▶ **What is expected**
The result should be every line in the material below containing the string "roads".

▶ **Records for the exercise**
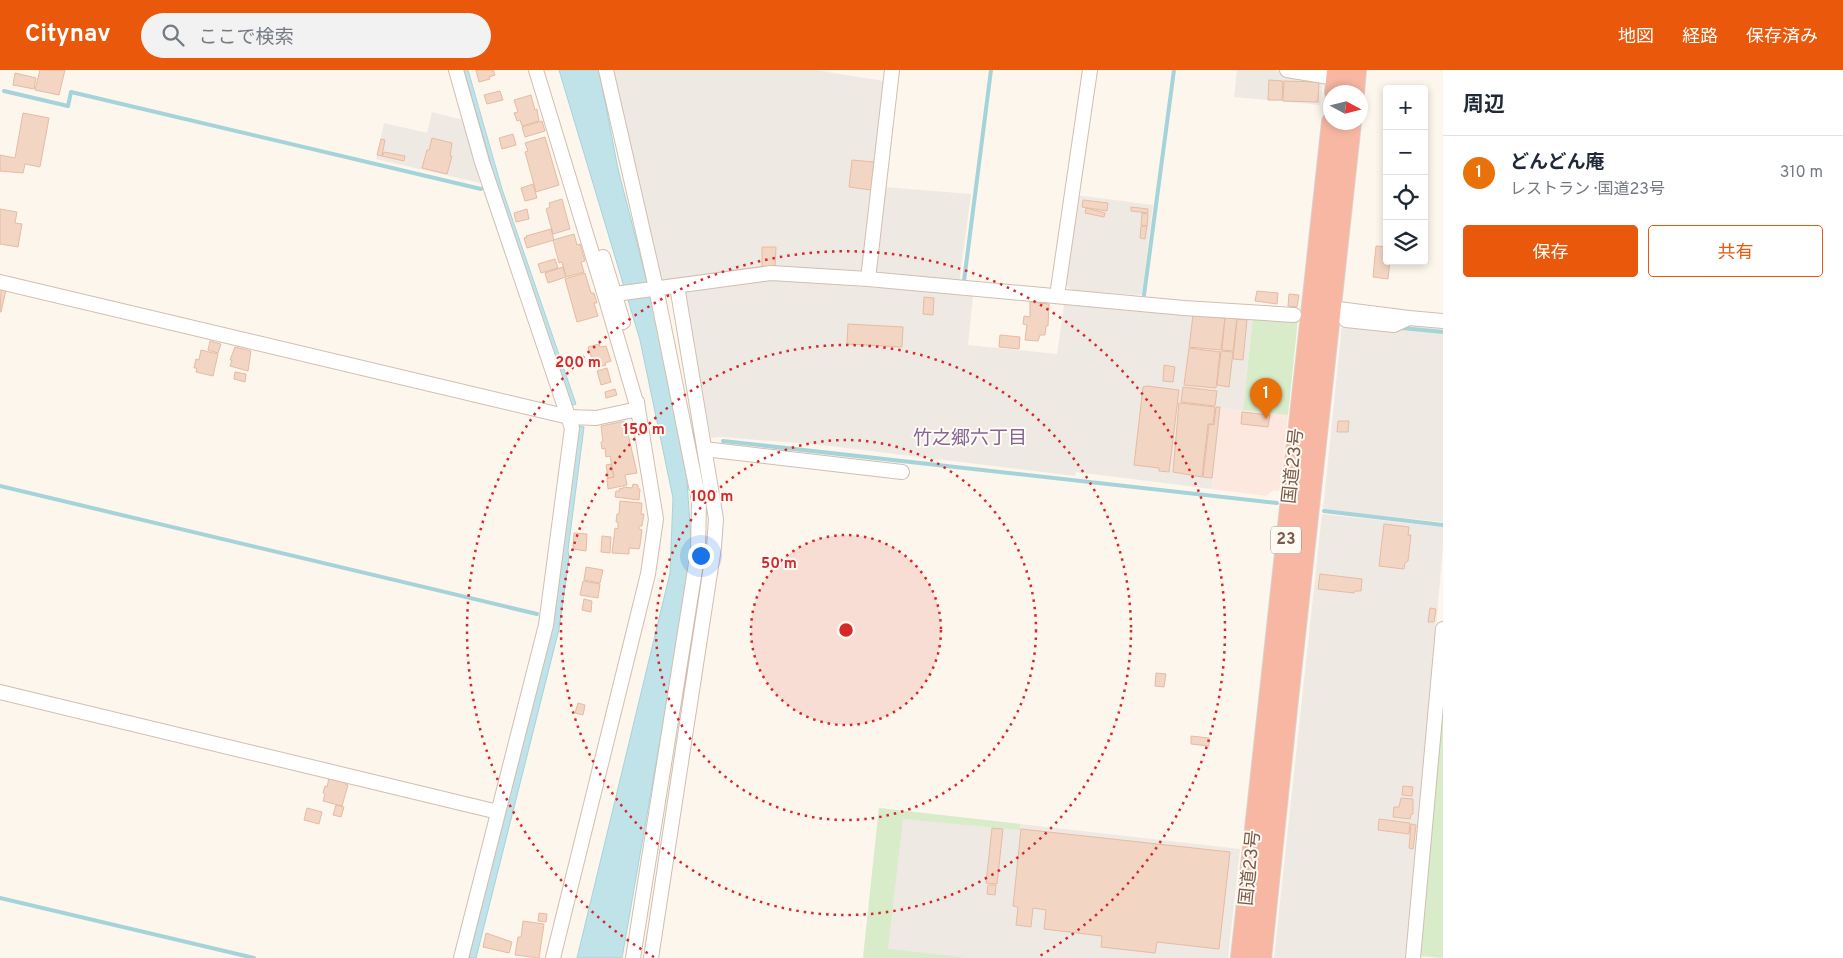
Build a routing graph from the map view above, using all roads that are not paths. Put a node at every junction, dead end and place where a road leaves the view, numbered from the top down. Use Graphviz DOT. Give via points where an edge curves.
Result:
graph roads {
  1 [pos="456,70"];
  2 [pos="536,70"];
  3 [pos="606,70"];
  4 [pos="892,70"];
  5 [pos="1090,70"];
  6 [pos="1287,70"];
  7 [pos="1356,70"];
  8 [pos="1336,80"];
  9 [pos="1355,85"];
  10 [pos="1331,130"];
  11 [pos="1350,130"];
  12 [pos="575,196"];
  13 [pos="868,279"];
  14 [pos="0,282"];
  15 [pos="677,286"];
  16 [pos="656,288"];
  17 [pos="618,293"];
  18 [pos="1057,296"];
  19 [pos="1330,308"];
  20 [pos="1294,315"];
  21 [pos="1409,318"];
  22 [pos="1346,320"];
  23 [pos="1443,321"];
  24 [pos="638,410"];
  25 [pos="568,417"];
  26 [pos="704,449"];
  27 [pos="902,472"];
  28 [pos="1443,629"];
  29 [pos="0,692"];
  30 [pos="498,812"];
  31 [pos="461,958"];
  32 [pos="553,958"];
  33 [pos="633,958"];
  34 [pos="651,958"];
  35 [pos="1241,958"];
  36 [pos="1261,958"];
  37 [pos="1413,958"];
  1 -- 25 [label="street" via="482,162"];
  2 -- 12 [label="street"];
  3 -- 16 [label="street"];
  4 -- 13 [label="street"];
  5 -- 18 [label="street"];
  6 -- 8 [label="street"];
  7 -- 9 [label="highway"];
  10 -- 35 [label="highway, 国道23号 / 23"];
  11 -- 19 [label="highway, 国道23号 / 23"];
  12 -- 17 [label="street" via="593,224"];
  12 -- 24 [label="street"];
  13 -- 15 [label="street" via="771,274"];
  13 -- 18 [label="street"];
  14 -- 25 [label="street"];
  15 -- 16 [label="street"];
  15 -- 26 [label="street"];
  16 -- 17 [label="street"];
  16 -- 33 [label="street" via="699,501 698,552"];
  17 -- 24 [label="street" via="634,365"];
  18 -- 20 [label="street"];
  19 -- 21 [label="street"];
  19 -- 36 [label="highway, 国道23号 / 23"];
  21 -- 22 [label="street" via="1394,324"];
  21 -- 23 [label="street"];
  24 -- 25 [label="street" via="596,418"];
  24 -- 32 [label="street" via="656,520 654,545"];
  25 -- 30 [label="street" via="572,428 547,618"];
  26 -- 27 [label="street"];
  26 -- 34 [label="street" via="716,519 714,547"];
  28 -- 37 [label="street"];
  29 -- 30 [label="street"];
  30 -- 31 [label="street"];
}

▶ **Answer**
Build a routing graph from the map view above, using all roads that are not paths. Put a node at every junction, dead end and place where a road leaves the view, numbered from the top down. Use Graphviz DOT. Give via points where an edge curves.
graph roads {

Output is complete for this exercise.